To this influence also is due the "dream" of the northern cement industry: that out of the refuse blast furnace slag (of which Middlesbro' alone makes thousands of tons every week), Portland cement may some day be made. Its constituents are similar to those in cement, and years of patient investigation by Mr. Charles Wood, of Middlesbro', and others, and some striking results recently obtained by German chemists, have led to the belief that this dream may before long be realised. It is proved that a mixture of hydrated lime and dry granular slag-sand thoroughly pulverised gives a substance of extraordinary cementation value, and similar in many respects to Portland cement (Note 16). Its main difficulty at the moment is that when kept for a length of time in a powdered state exposed to the atmosphere it rapidly absorbs CO2, and its cementitious properties weaken. As a cement in practical construction time is required for an opinion to be formed. It is now under test at Loftus, in Cleveland, where the Skinningrove pier (Note 17) has been constructed with this material. Mr. Stead, of Middlesbro', has made some interesting experiments with slag-cement, and appended are results of his analyses. The success of this new departure would mean a veritable revolution in the cement industry, in which under any circumstances the North of England would be secure. The seats of the present manufacture would be shifted to the iron producing districts, and the entire export and home supplies recast.
As it is the northern industry is dependent on the Thames for its supply of calcium carbonate in the shape of chalk. This is brought by sailing colliers as ballast on their voyage to load coals here. Now these colliers are gradually being replaced by steamers, and consequently the future chalk supply has been always a source of anxiety. One can therefore understand with what interest makers are following the development of the opportune discovery of Mr. Chance for the recovery of sulphur from alkali waste. A. stream of CO2, is pumped through mixture of alkali waste and water with the result that sulphur is set free and calcium carbonate precipitated.
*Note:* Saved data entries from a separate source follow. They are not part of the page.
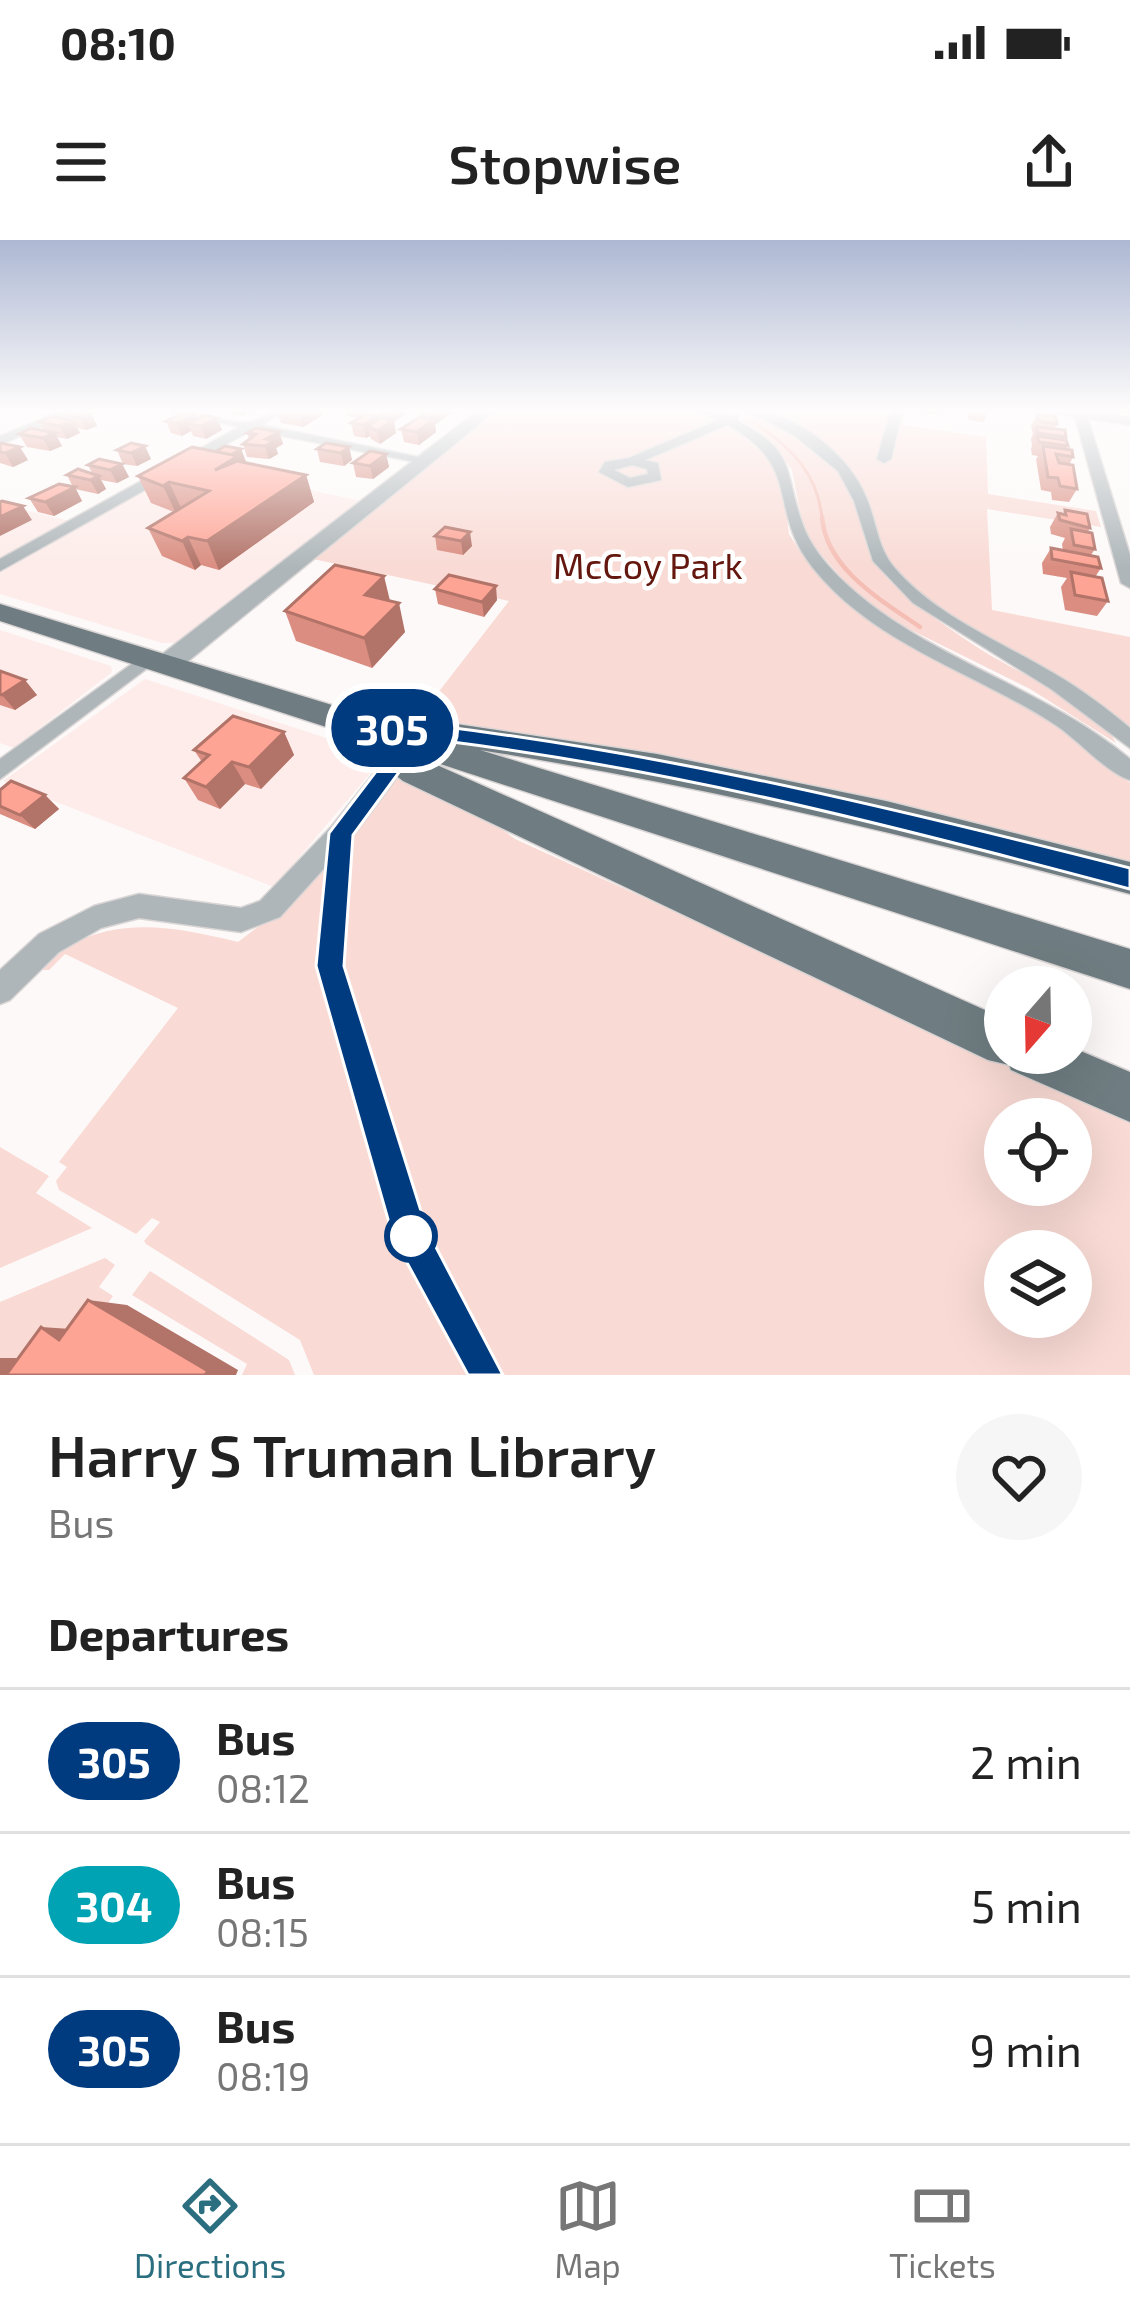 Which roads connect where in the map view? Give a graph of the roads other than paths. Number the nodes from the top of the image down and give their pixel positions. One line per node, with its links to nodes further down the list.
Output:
1 (187, 462): 6 (street)
2 (423, 462): 9 (street)
3 (780, 462): 11 (street)
4 (836, 462): 11 (street)
5 (1095, 462): 7 (street)
6 (0, 566)
7 (1130, 583)
8 (0, 612): 9 (main road)
9 (157, 662): 10 (main road); 13 (street)
10 (356, 724): 12 (main road); 14 (main road); 15 (main road)
11 (1126, 756)
12 (397, 760): 16 (street); 17 (main road)
13 (0, 771)
14 (1130, 878)
15 (1126, 967)
16 (0, 991)
17 (984, 1033)
18 (1077, 1074): 19 (main road)
19 (1130, 1097) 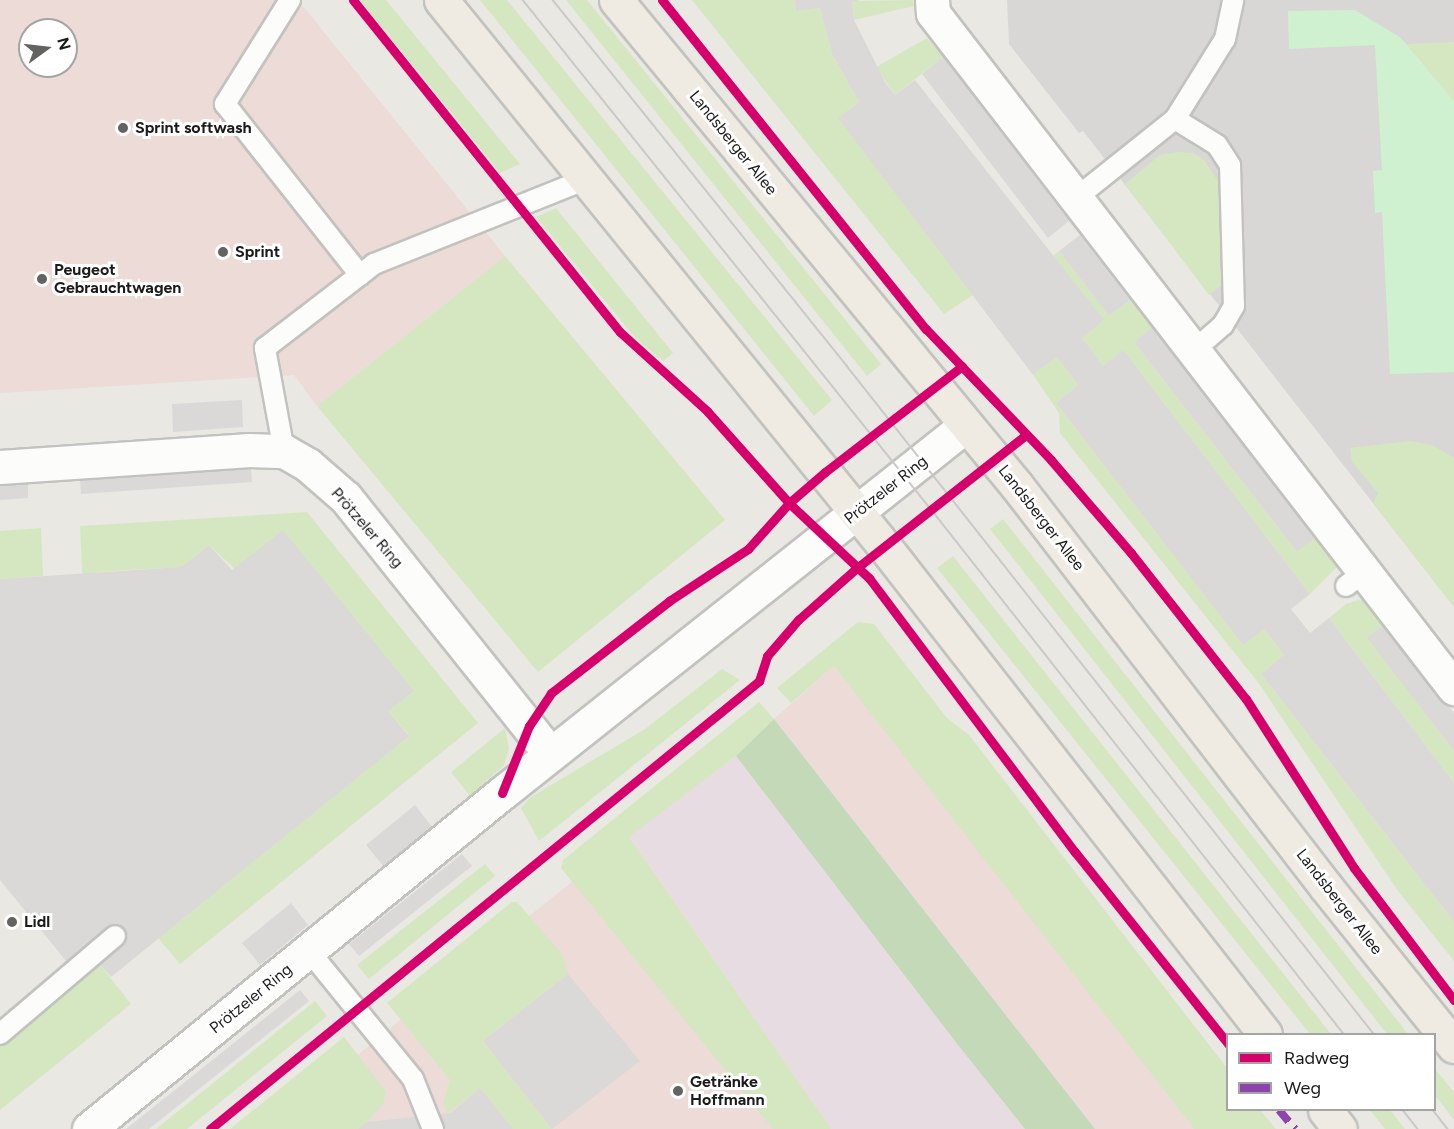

The CaCO3 thus remaining promises to be of sufficient purity, and in such a form as to be well adapted for cement making. From a similar material cement is now being made by the Widnes Alkali Company (Note 18). The Newcastle Chemical Works Company, Limited, have put down most extensive plant for the recovery of sulphur by this process, and they will have residual CaCO3 to the extent of about 1,800 tons a week to dispose of. The Jarrow Chemical Company have also laid down plant (Note 19), and it is hoped that eventually the Tyne cement trade will have at their doors a regular and efficient auxiliary supply of a raw material well adapted for their purposes, a supply the continuance of which from the south the future did not seem to favour.
There followed a large amount of analytical data on raw materials, but they are of poor quality and not worth recording here.